Collected data entries:
****
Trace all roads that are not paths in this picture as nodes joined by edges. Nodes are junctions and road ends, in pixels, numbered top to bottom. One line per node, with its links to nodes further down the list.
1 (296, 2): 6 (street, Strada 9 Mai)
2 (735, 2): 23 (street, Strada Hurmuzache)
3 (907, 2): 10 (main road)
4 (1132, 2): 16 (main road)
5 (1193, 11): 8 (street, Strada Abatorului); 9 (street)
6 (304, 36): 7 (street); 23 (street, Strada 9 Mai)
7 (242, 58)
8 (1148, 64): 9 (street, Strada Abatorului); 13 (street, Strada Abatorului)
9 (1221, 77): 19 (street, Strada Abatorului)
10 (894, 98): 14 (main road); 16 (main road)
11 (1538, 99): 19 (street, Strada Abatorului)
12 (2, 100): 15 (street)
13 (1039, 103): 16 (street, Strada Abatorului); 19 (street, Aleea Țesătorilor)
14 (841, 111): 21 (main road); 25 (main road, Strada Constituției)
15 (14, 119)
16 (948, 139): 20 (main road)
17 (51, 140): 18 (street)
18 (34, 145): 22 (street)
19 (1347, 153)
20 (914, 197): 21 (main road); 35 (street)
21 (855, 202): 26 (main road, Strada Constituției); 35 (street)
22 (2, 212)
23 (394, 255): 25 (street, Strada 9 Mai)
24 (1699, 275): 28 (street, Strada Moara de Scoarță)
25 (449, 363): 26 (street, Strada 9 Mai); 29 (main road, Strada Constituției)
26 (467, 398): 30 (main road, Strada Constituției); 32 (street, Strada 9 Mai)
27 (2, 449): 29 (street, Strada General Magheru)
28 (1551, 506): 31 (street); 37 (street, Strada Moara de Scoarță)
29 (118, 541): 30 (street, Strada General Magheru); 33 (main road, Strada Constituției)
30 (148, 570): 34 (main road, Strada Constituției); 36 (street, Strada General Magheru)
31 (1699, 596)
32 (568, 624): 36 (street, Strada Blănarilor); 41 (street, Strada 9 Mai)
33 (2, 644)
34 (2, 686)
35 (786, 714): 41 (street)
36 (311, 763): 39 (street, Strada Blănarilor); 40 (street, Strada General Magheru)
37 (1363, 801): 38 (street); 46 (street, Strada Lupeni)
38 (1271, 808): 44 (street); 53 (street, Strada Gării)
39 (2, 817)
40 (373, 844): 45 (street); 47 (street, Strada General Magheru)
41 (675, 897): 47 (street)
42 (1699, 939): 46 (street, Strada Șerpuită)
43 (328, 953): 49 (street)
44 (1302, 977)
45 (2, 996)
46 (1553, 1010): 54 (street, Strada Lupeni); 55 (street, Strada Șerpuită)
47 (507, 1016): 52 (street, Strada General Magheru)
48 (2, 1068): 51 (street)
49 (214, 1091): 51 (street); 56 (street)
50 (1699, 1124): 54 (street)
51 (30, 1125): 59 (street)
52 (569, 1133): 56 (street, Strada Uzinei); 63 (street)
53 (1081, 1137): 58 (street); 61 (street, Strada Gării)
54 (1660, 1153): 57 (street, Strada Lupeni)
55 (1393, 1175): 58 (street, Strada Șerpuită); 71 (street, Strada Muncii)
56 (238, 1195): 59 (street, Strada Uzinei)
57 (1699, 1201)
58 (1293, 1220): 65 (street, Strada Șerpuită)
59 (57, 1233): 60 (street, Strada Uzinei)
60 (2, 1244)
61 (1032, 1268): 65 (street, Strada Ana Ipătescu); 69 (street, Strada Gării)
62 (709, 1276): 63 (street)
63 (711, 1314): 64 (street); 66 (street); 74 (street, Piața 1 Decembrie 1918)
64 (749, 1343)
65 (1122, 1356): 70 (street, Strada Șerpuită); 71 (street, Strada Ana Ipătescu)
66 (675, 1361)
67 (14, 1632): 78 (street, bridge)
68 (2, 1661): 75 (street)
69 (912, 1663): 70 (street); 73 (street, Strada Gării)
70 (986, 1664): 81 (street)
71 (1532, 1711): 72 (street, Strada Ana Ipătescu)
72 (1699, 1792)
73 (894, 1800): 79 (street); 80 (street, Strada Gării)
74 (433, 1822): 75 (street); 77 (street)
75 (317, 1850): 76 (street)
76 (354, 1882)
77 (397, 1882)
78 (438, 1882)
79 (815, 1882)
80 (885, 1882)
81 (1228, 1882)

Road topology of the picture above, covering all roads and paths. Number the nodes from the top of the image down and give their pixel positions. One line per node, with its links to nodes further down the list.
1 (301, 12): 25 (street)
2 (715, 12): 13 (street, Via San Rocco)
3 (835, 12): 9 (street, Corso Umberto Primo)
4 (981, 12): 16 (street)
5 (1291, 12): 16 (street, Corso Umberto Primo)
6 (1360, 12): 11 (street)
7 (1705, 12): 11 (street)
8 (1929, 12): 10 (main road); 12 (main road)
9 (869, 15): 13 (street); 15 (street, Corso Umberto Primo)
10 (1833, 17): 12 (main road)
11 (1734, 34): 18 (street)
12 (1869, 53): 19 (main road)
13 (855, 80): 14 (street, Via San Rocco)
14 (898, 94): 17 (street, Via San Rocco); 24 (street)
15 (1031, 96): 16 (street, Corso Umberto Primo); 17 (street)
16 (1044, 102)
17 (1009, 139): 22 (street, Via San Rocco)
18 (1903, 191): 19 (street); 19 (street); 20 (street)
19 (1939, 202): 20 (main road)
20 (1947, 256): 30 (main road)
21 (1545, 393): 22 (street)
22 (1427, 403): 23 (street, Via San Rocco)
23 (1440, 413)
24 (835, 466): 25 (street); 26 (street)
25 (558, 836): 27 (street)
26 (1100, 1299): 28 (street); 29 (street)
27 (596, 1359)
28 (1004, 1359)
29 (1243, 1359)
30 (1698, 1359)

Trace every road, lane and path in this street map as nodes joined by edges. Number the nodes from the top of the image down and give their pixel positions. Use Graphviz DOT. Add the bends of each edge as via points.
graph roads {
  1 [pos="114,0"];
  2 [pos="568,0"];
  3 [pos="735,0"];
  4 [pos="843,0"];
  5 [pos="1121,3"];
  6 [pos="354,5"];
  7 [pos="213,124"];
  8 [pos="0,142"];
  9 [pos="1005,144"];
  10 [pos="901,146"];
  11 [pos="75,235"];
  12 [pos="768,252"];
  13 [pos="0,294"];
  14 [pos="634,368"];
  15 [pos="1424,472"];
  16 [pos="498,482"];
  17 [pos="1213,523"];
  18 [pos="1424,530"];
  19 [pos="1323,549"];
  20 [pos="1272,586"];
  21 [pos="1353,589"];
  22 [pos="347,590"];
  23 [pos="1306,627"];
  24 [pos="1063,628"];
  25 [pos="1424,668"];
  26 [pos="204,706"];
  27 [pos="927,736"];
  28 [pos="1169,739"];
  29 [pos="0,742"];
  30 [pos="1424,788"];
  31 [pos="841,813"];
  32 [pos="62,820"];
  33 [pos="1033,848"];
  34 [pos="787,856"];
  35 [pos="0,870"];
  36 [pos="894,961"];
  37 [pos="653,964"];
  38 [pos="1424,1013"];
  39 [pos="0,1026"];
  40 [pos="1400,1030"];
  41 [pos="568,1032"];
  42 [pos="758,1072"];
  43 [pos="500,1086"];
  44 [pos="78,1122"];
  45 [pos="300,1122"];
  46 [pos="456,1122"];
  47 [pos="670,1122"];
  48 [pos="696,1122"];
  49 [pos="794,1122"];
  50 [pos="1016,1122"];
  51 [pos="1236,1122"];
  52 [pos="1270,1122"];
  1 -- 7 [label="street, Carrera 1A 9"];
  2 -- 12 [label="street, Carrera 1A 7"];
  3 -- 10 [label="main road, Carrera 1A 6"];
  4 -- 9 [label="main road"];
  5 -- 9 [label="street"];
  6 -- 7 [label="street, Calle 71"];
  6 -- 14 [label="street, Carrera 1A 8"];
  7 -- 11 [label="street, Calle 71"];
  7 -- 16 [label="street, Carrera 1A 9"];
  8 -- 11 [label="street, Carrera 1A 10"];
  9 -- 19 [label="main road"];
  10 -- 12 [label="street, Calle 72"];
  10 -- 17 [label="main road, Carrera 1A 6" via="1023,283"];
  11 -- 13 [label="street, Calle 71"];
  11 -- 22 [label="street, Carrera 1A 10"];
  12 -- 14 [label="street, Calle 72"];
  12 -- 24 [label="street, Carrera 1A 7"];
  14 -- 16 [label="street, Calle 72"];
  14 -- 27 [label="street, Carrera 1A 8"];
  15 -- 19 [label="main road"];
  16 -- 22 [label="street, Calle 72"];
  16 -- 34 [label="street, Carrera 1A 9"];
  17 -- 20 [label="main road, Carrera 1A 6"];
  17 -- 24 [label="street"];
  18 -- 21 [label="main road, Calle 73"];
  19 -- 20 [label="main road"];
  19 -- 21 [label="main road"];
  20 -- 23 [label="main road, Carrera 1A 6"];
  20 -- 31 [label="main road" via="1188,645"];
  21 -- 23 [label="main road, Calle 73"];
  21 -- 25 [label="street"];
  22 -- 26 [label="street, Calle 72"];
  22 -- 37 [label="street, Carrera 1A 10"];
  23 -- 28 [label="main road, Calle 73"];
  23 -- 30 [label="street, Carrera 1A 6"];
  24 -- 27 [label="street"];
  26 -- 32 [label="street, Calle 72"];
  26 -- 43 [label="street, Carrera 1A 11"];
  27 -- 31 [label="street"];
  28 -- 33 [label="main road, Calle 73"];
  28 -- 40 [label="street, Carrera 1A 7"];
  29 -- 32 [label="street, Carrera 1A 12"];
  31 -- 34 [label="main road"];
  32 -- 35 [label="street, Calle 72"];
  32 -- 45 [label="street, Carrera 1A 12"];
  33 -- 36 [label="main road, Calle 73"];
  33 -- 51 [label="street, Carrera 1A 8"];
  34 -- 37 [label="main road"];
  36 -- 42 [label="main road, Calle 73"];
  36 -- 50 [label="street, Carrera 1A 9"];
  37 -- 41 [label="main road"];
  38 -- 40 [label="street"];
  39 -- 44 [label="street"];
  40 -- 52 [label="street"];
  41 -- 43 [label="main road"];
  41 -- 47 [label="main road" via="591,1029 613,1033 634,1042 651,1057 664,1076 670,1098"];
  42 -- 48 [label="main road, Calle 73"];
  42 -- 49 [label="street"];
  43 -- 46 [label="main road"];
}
****
*Assignment*.
Which lines of the data contain "Magheru"? Copy them all.

*Reply to the task*.
27 (2, 449): 29 (street, Strada General Magheru)
29 (118, 541): 30 (street, Strada General Magheru); 33 (main road, Strada Constituției)
30 (148, 570): 34 (main road, Strada Constituției); 36 (street, Strada General Magheru)
36 (311, 763): 39 (street, Strada Blănarilor); 40 (street, Strada General Magheru)
40 (373, 844): 45 (street); 47 (street, Strada General Magheru)
47 (507, 1016): 52 (street, Strada General Magheru)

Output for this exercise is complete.